Вот начинает отрядный вербовать в хор или в кружок художественного слова. К одному подойдет, другого к себе вызовет. Тому обещает посылку — не какую-нибудь дополнительную, нет, законную, очередную, но ее ведь надо заслужить; тому — хорошую характеристику. Любитель стихов отвечает ему:
— И «кому на ум пойдет на желудок петь голодный!».
Мастер художественного слова скажет:
— На х… мне эта самодеятельность перед обедом?
Но находятся и такие, что соглашаются. Некоторые за посылку — но это контингент ненадежный, текучий: получил посылку — и только его на репетициях и видели, а на сцену и арканом не затянешь. Основной состав хора и прочих кружков — это двадцатипятилетники-полицаи, зарабатывают себе хорошую характеристику на суд, авось срок скостят.

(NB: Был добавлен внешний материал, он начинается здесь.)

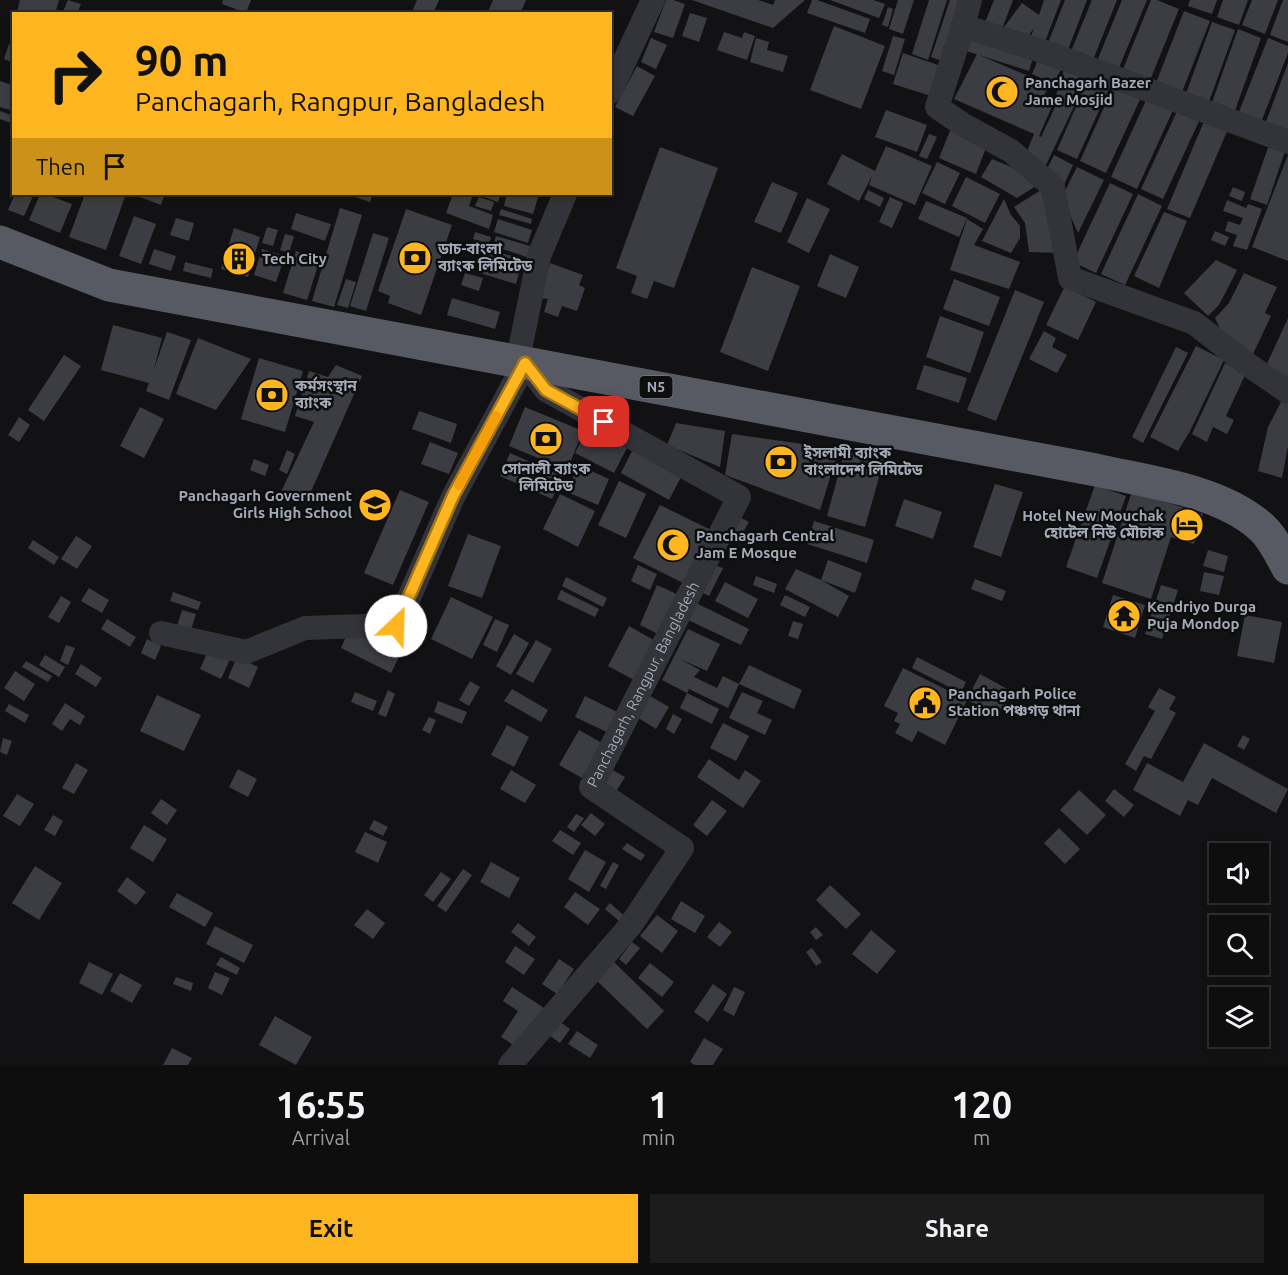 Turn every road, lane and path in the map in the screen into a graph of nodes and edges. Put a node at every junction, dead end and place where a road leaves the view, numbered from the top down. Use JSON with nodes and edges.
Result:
{"nodes":[{"id":1,"x":653,"y":0,"type":"edge"},
{"id":2,"x":970,"y":0,"type":"edge"},
{"id":3,"x":963,"y":26,"type":"junction"},
{"id":4,"x":612,"y":88,"type":"edge"},
{"id":5,"x":1288,"y":142,"type":"edge"},
{"id":6,"x":565,"y":195,"type":"edge"},
{"id":7,"x":0,"y":242,"type":"edge"},
{"id":8,"x":525,"y":363,"type":"junction"},
{"id":9,"x":1288,"y":392,"type":"edge"},
{"id":10,"x":1288,"y":568,"type":"edge"},
{"id":11,"x":161,"y":633,"type":"dead end"},
{"id":12,"x":510,"y":1065,"type":"edge"}],
"edges":[{"from":1,"to":4,"type":"street"},
{"from":2,"to":3,"type":"street"},
{"from":3,"to":5,"type":"street"},
{"from":3,"to":9,"type":"street"},
{"from":6,"to":8,"type":"street"},
{"from":7,"to":8,"type":"highway","number":"N5"},
{"from":8,"to":10,"type":"highway","number":"N5"},
{"from":8,"to":11,"type":"street"},
{"from":8,"to":12,"type":"street","name":"Panchagarh, Rangpur, Bangladesh"}]}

И вот концерт объявлен. Теперь у надзирателей и воспитателей задача согнать на него слушателей. Тут уж их заедает амбиция.

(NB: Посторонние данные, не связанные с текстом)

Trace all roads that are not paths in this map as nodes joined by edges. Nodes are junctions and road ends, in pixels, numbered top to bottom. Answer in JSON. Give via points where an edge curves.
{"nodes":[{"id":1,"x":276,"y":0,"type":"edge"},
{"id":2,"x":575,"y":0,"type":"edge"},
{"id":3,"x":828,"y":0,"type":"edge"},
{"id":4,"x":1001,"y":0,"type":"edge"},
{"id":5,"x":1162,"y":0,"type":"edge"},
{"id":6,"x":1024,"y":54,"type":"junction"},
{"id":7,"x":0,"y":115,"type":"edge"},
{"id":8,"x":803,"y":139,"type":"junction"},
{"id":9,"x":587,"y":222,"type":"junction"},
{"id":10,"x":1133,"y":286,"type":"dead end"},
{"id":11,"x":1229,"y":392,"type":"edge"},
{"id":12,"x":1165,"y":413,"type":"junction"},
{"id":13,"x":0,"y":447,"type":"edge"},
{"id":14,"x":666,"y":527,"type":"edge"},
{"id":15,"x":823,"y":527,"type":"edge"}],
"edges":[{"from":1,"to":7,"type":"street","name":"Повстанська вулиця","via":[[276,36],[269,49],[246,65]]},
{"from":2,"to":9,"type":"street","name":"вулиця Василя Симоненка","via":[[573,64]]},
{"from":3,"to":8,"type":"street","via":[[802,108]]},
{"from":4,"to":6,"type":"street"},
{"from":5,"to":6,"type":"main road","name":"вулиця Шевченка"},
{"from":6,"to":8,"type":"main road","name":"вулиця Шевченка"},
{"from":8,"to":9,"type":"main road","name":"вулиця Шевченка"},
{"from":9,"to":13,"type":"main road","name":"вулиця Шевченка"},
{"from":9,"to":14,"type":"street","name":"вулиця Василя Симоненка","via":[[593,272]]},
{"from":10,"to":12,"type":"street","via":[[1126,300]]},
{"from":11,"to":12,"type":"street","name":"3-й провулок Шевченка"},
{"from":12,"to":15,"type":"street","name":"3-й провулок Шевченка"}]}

— Ты почему не идешь? Болен? А справка от врача есть? Ах, не хочешь? Почему? Не нравится? Не отвечаешь?
Зэк обязан отвечать, зэк обязан быть вежливым с представителями охраны и администрации. Нарушение! Одно, два, три таких нарушения — и ты уже лишен ларька, не за то, что не ходишь на концерты, это дело добровольное, а за «невежливость по отношению…».
Новички ходят на концерты — любопытно ведь. Я тоже несколько раз пошел поглазеть. Ну и комедия! Если бы начальник ПВЧ майор Свешников специально старался вести разлагающую зэков агитацию, и то лучше бы не придумал. На сцене хор полицаев исполняет песни «Партия наш рулевой», «Ленин всегда с тобой». В зале хохот, улюлюканье, надзиратели орут: «В карцер за срыв мероприятия!» Хор поет хоть слаженно — это в большинстве украинцы, а они умеют петь. Один раз пели «Бухенвальдский набат», но это начальству почему-то не понравилось.
Та же история со спортивными мероприятиями. Силой — моральной, конечно, за те же посылки, за характеристики — загоняют зэков в спортивные секции, заставляют участвовать в спартакиадах. Смотреть на эти спортивные игры — и смех и слезы. Бегут старики, только что не безногие, прыгают по стадиону (под чутким руководством начальника лагеря Пивкина превратили в стадион плац для проверок, теперь на одиннадцатом свои «Пивники»), худые, кривые ноги в узлах из вен торчат из длинных трусов, задыхающиеся рты ловят воздух. Добежал, отметился у отрядного и скорее на койку — отдышаться.